These credit facilities are comprised of a $30 million revolving Loan and Security Agreement Line of Credit ("Line of Credit") with a $10 million uncommitted accordion provision, a Loan and Security Agreement Term Loan ("the Term Loan") with
original principal of $12.1 million and a $7 million Capital Expenditure draw down credit facility (collectively, the "Facilities"). The Facilities are secured by a valid first-priority security interest on substantially all existing and future assets of the Company and its domestic subsidiaries.

The interest rate on the Facilities is based on a grid which uses the percentage of the remaining availability of the revolving credit line to determine the floating margin to be added to the one month or three months Secured Overnight Financing Rate, ("SOFR)". The Facilities mature on April 29, 2027.

Availability under the revolving line of credit is secured by and subject to a borrowing base comprised of eligible inventory and accounts receivable. The percentage of receivables included in the borrowing base is 90% for domestic investment grade and foreign insured accounts, 85% for domestic accounts that are neither investment grade nor insured, and 75% of foreign uninsured accounts. The percentage of inventory included in the borrowing base is the lower of 65% of the value of eligible inventory at cost or 85% of the net orderly liquidation value of eligible inventory at cost. Receivables and inventory are reported monthly to HSBC and subject to an annual field exam and inventory appraisal by an independent auditor commissioned by the Bank. The Company believes that the agreement provides an initial borrowing base sufficient for current domestic working capital needs and flexibility to accommodate potential growth-related working capital needs.

Availability under the Line of Credit remains subject to a borrowing base comprised of accounts receivable, inventory, and real estate. The Company believes that the borrowing base will consistently produce availability under the Line of Credit of $30.0 million. A 0.25% commitment fee is charged on the unused portion of the Line of Credit.
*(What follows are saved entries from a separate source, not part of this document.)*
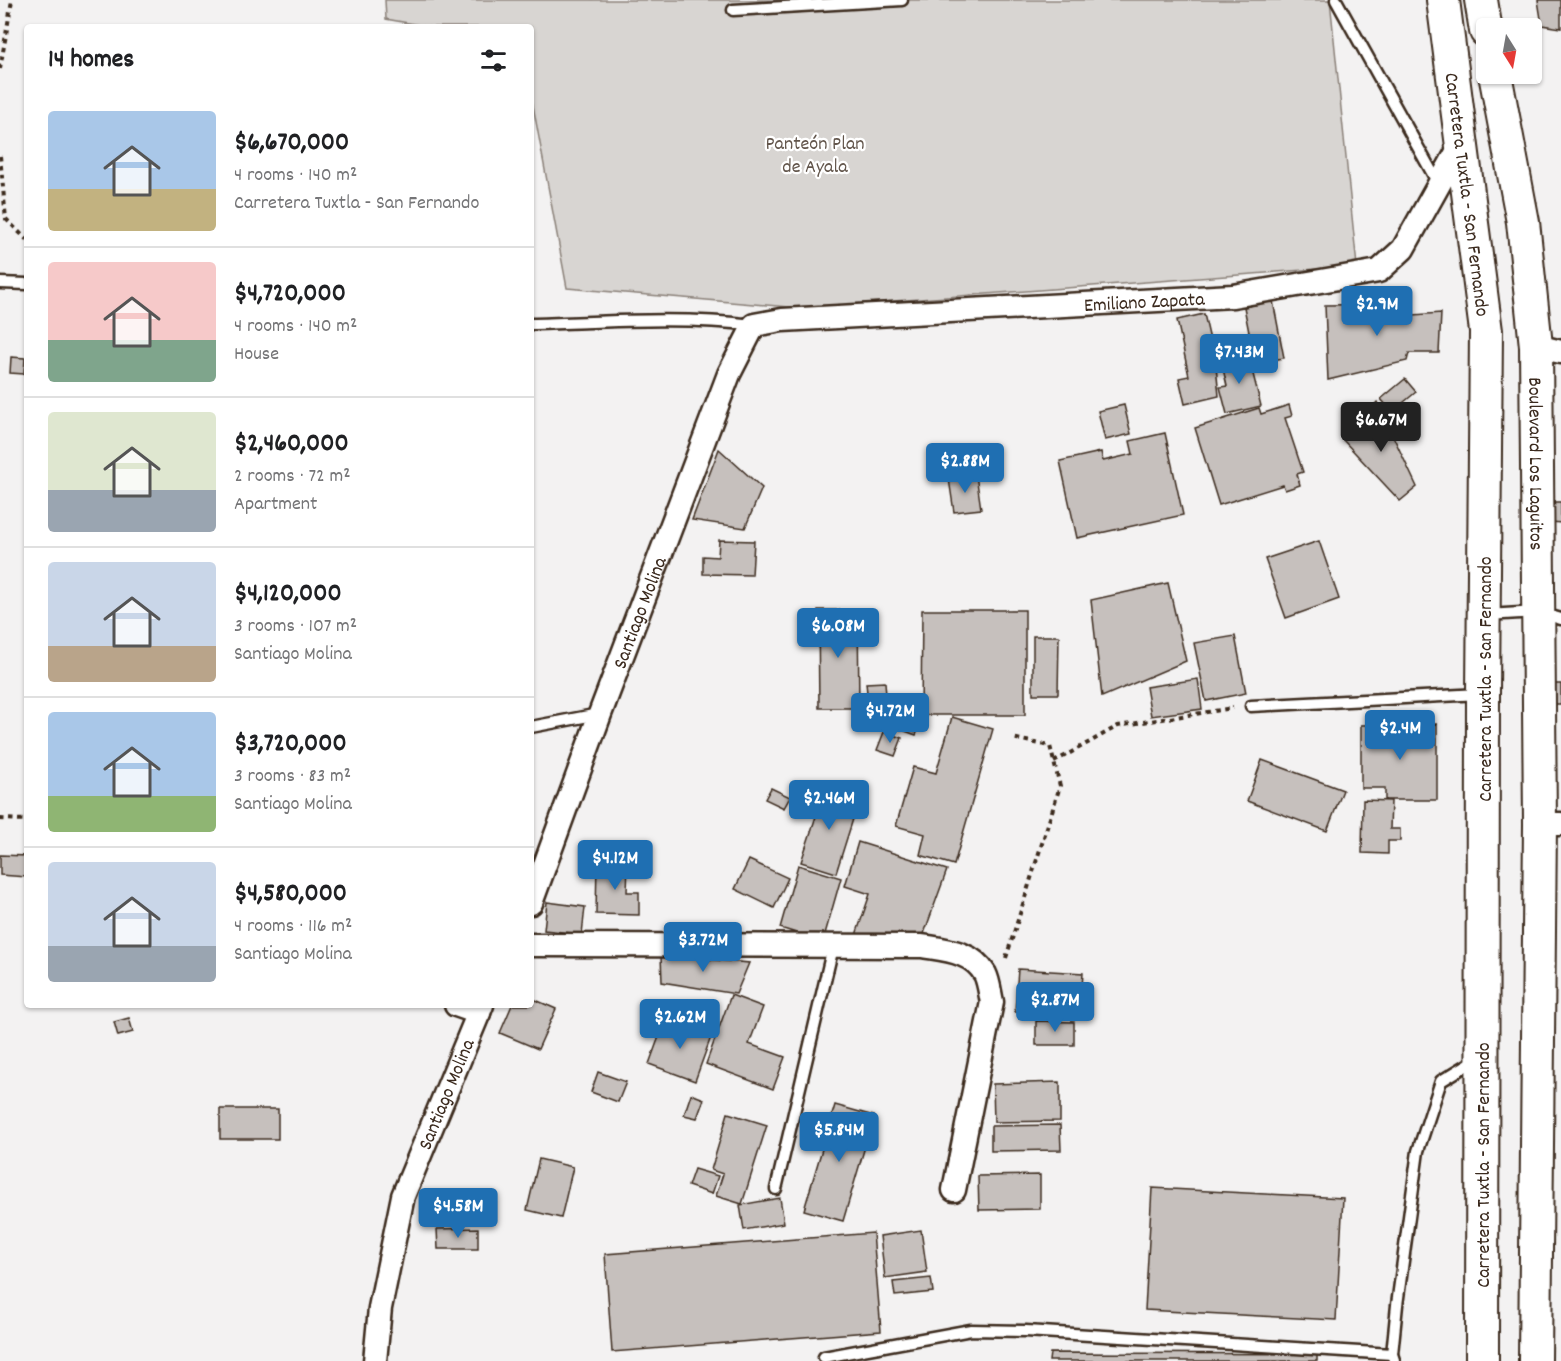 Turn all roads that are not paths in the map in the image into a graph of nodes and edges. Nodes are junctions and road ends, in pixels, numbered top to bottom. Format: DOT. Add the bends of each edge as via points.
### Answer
graph roads {
  1 [pos="902,0"];
  2 [pos="1336,0"];
  3 [pos="1443,0"];
  4 [pos="1481,0"];
  5 [pos="733,10"];
  6 [pos="1484,18"];
  7 [pos="1497,84"];
  8 [pos="1462,142"];
  9 [pos="1440,185"];
  10 [pos="0,282"];
  11 [pos="24,284"];
  12 [pos="534,324"];
  13 [pos="754,325"];
  14 [pos="1549,349"];
  15 [pos="1549,615"];
  16 [pos="1484,616"];
  17 [pos="1483,694"];
  18 [pos="1251,706"];
  19 [pos="600,714"];
  20 [pos="534,726"];
  21 [pos="1550,824"];
  22 [pos="534,895"];
  23 [pos="534,945"];
  24 [pos="833,947"];
  25 [pos="480,1009"];
  26 [pos="1482,1056"];
  27 [pos="776,1189"];
  28 [pos="954,1190"];
  29 [pos="824,1357"];
  30 [pos="1393,1358"];
  31 [pos="375,1361"];
  32 [pos="1482,1361"];
  33 [pos="1535,1361"];
  1 -- 5 [label="lane"];
  2 -- 9 [label="lane"];
  3 -- 8 [label="main road, Carretera Tuxtla - San Fernando"];
  4 -- 6 [label="main road"];
  7 -- 14 [label="main road, Boulevard Los Laguitos"];
  8 -- 9 [label="street, Emiliano Zapata"];
  8 -- 16 [label="main road, Carretera Tuxtla - San Fernando" via="1486,331"];
  9 -- 13 [label="street, Emiliano Zapata" via="1403,249 1379,271 1233,296"];
  10 -- 11 [label="lane"];
  12 -- 13 [label="lane" via="650,320"];
  13 -- 19 [label="street, Santiago Molina" via="729,374"];
  14 -- 15 [label="main road, Boulevard Los Laguitos"];
  15 -- 16 [label="lane"];
  15 -- 21 [label="main road, Boulevard Los Laguitos"];
  16 -- 17 [label="main road, Carretera Tuxtla - San Fernando"];
  17 -- 18 [label="lane"];
  17 -- 26 [label="main road, Carretera Tuxtla - San Fernando"];
  19 -- 20 [label="lane"];
  19 -- 22 [label="street, Santiago Molina"];
  21 -- 33 [label="main road, Boulevard Los Laguitos"];
  23 -- 24 [label="street"];
  24 -- 27 [label="lane"];
  24 -- 28 [label="street" via="922,946 956,951 972,960 985,975 992,1002"];
  25 -- 31 [label="street, Santiago Molina" via="403,1196 380,1308"];
  26 -- 30 [label="lane" via="1441,1082 1418,1151"];
  26 -- 32 [label="main road, Carretera Tuxtla - San Fernando"];
  29 -- 30 [label="lane" via="971,1330"];
} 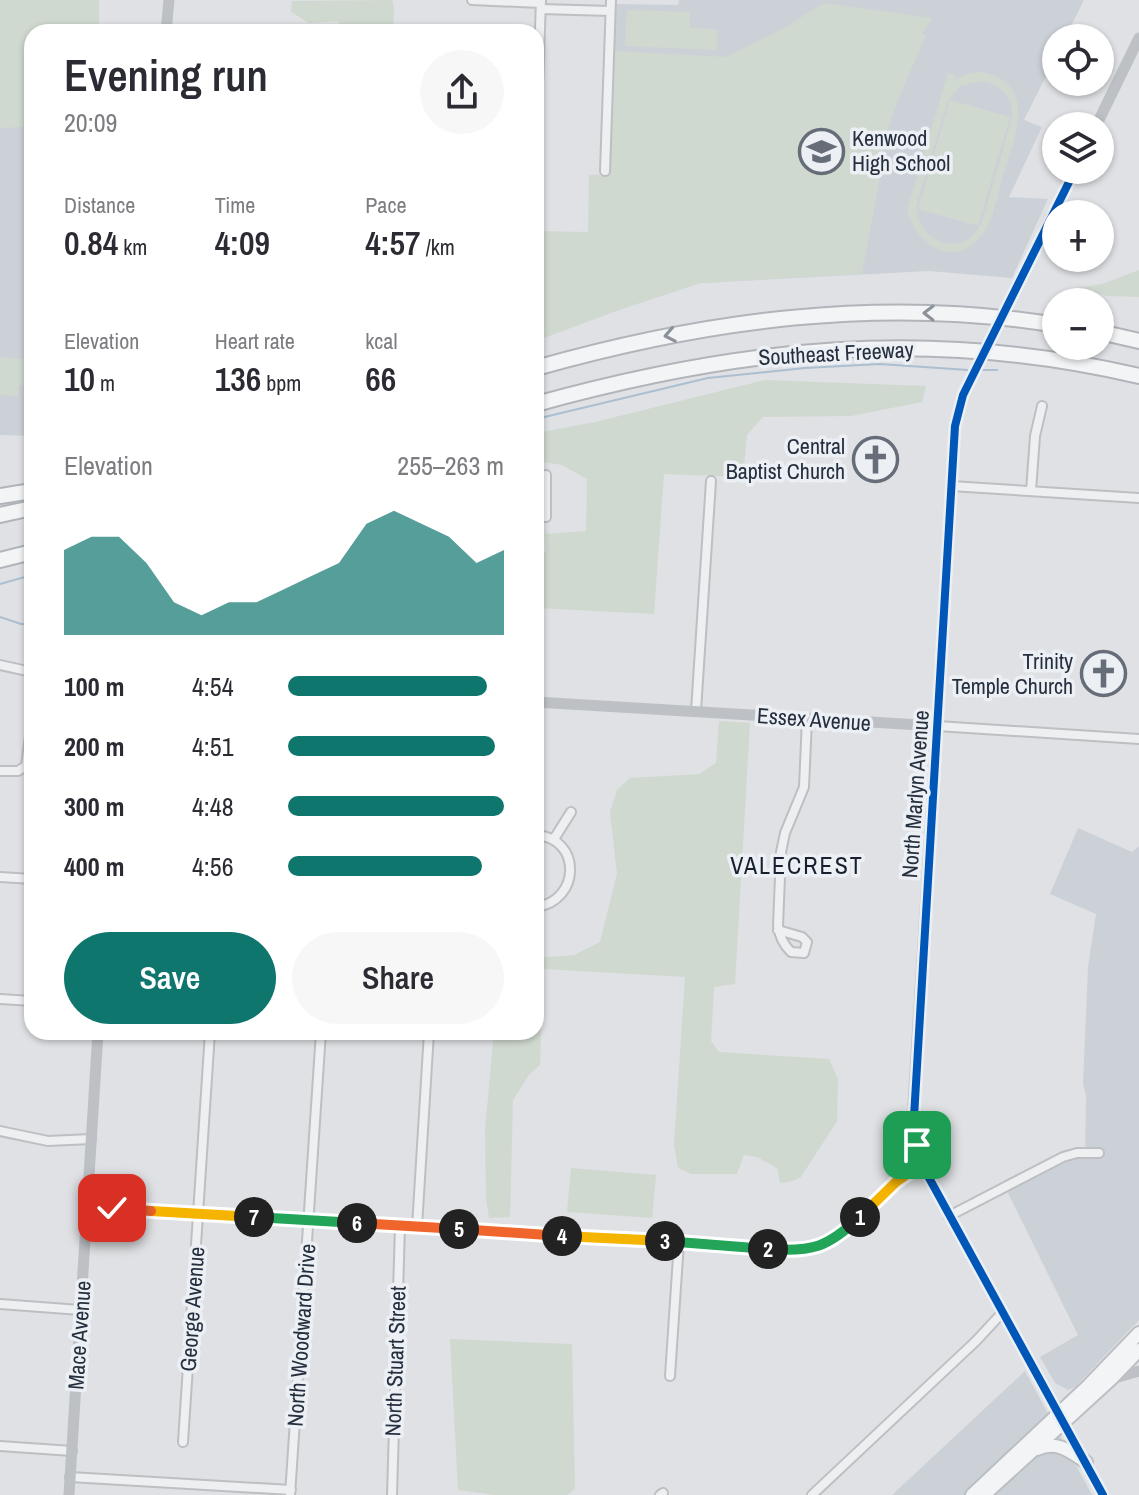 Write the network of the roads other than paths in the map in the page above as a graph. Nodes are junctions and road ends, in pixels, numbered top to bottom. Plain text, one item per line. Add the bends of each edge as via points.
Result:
1 (169, 0) edge
2 (472, 0) edge
3 (611, 0) edge
4 (541, 4) edge
5 (610, 11) junction
6 (167, 24) edge
7 (540, 24) edge
8 (1139, 38) edge
9 (1103, 112) edge
10 (605, 171) dead end
11 (1068, 184) edge
12 (1042, 322) edge
13 (1114, 331) edge
14 (1139, 332) edge
15 (1114, 334) edge
16 (1139, 341) edge
17 (993, 352) junction
18 (544, 366) edge
19 (1139, 376) edge
20 (1139, 384) edge
21 (544, 402) edge
22 (1042, 406) dead end
23 (546, 475) dead end
24 (711, 481) dead end
25 (951, 486) junction
26 (1031, 491) junction
27 (24, 492) edge
28 (0, 496) edge
29 (1139, 498) edge
30 (24, 510) edge
31 (0, 515) edge
32 (544, 517) edge
33 (24, 546) edge
34 (0, 551) edge
35 (24, 554) edge
36 (0, 560) edge
37 (0, 665) edge
38 (24, 670) edge
39 (544, 702) edge
40 (696, 711) junction
41 (807, 719) junction
42 (937, 726) junction
43 (1139, 739) edge
44 (24, 767) edge
45 (0, 771) edge
46 (571, 812) dead end
47 (544, 837) edge
48 (554, 839) junction
49 (0, 877) edge
50 (24, 878) edge
51 (544, 904) edge
52 (778, 930) dead end
53 (0, 999) edge
54 (24, 1000) edge
55 (97, 1040) edge
56 (209, 1040) edge
57 (320, 1040) edge
58 (429, 1040) edge
59 (0, 1131) edge
60 (91, 1139) junction
61 (1099, 1153) dead end
62 (923, 1163) junction
63 (87, 1207) junction
64 (198, 1214) junction
65 (949, 1216) junction
66 (309, 1220) junction
67 (400, 1226) junction
68 (417, 1227) junction
69 (679, 1242) junction
70 (0, 1304) edge
71 (80, 1310) junction
72 (1002, 1313) junction
73 (1139, 1333) edge
74 (1139, 1350) edge
75 (1139, 1371) edge
76 (670, 1376) dead end
77 (1111, 1379) junction
78 (1061, 1417) junction
79 (183, 1442) dead end
80 (0, 1446) edge
81 (72, 1451) junction
82 (1030, 1452) junction
83 (1086, 1462) junction
84 (70, 1477) junction
85 (182, 1484) junction
86 (290, 1492) edge
87 (69, 1495) edge
88 (181, 1495) edge
89 (392, 1495) edge
90 (812, 1495) edge
91 (972, 1495) edge
92 (984, 1495) edge
93 (1103, 1495) edge

1 - 6 street
2 - 4 street
3 - 5 street
4 - 5 street
4 - 7 street
5 - 10 street
8 - 9 street
11 - 25 street, North Marlyn Avenue, bridge via 963,395
12 -> 18 highway, Southeast Freeway via 901,313 774,319 658,337
13 - 14 highway
15 - 16 highway
17 - 19 highway, Southeast Freeway
17 - 20 highway
17 - 21 highway, Southeast Freeway via 888,348 779,354 665,371
22 - 26 street
23 - 32 street
24 - 40 street
25 - 26 street
25 - 42 street, North Marlyn Avenue
26 - 29 street
27 - 28 highway
30 - 31 highway
33 - 34 highway
35 - 36 highway
37 - 38 street
39 - 40 street, Essex Avenue
40 - 41 street, Essex Avenue
41 - 42 street, Essex Avenue
41 - 52 street via 804,787 781,852
42 - 43 street, Essex Avenue
42 - 62 street, North Marlyn Avenue via 913,1104
44 - 45 street
46 - 48 street
47 - 48 street
48 - 51 street via 569,861 569,880 557,900
49 - 50 street
53 - 54 street
55 - 60 street, Mace Avenue
56 - 64 street, George Avenue
57 - 66 street, North Woodward Drive
58 - 68 street
59 - 60 street via 48,1141
60 - 63 street, Mace Avenue
61 - 65 street via 1056,1160
62 - 65 street, North Marlyn Avenue
62 - 69 street via 824,1246 796,1251
63 - 64 street
63 - 71 street, Mace Avenue
64 - 66 street
64 - 79 street, George Avenue
65 - 72 street, North Marlyn Avenue
66 - 67 street
66 - 86 street, North Woodward Drive
67 - 68 street
67 - 89 street, North Stuart Street
68 - 69 street
69 - 76 street
70 - 71 street
71 - 81 street, Mace Avenue
72 - 78 street, North Marlyn Avenue
72 - 90 street
73 - 78 main road
74 - 77 main road
75 - 77 street
77 - 78 main road
78 - 82 main road
78 - 83 street, North Marlyn Avenue
78 - 91 main road
80 - 81 street
81 - 84 street, Mace Avenue
82 - 83 main road via 1052,1444
82 - 92 main road
83 - 93 street, North Marlyn Avenue
84 - 85 street
84 - 87 street, Mace Avenue
85 - 86 street
85 - 88 street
Availability under the Term Loan facility was comprised of 70% of the fair market value of the Borrowers’ eligible real estate, which included facilities located in Westlake, Ohio, and Waite Park, Minnesota and totaled $4.6 million; and 85% of the net orderly liquidation value of the Borrowers’ machinery and equipment, capped at $7.5 million. The real estate portion of the Term facility is subject to a 12.5 year straight line amortization paid quarterly, and the machinery and equipment portion of the facility is subject to a 6.67 year straight line amortization, also paid quarterly. The Term Loan is subject to equal quarterly installments of $373,650, payable on the last day of each fiscal quarter.

The capital expenditure loan facility is available for the purchase of new machinery and equipment at 80% of the net invoice value of new machinery and equipment purchases, with a draw period of eighteen months past the closing date, with any amount outstanding under the facility subject to a 3.75% amortization rate per quarter.

The Facilities contain financial covenants with respect to a minimum fixed charge coverage ratio of 1.00, measured on a trailing twelve-month basis, for both the U.S. borrowing companies tested quarterly and the Condensed Consolidated L.S. Starrett Company tested semi-annually. The Loan and Security agreement also contains the customary affirmative and negative covenants, including limitations on indebtedness, liens, acquisitions, asset dispositions, fundamental corporate changes, excess pension contributions, and certain customary events of default. Upon the occurrence or continuation of an event of default, the Lender may terminate all commitments and facilities, and require the immediate payment of the entire unpaid principal balances, accrued interest, and all other obligations.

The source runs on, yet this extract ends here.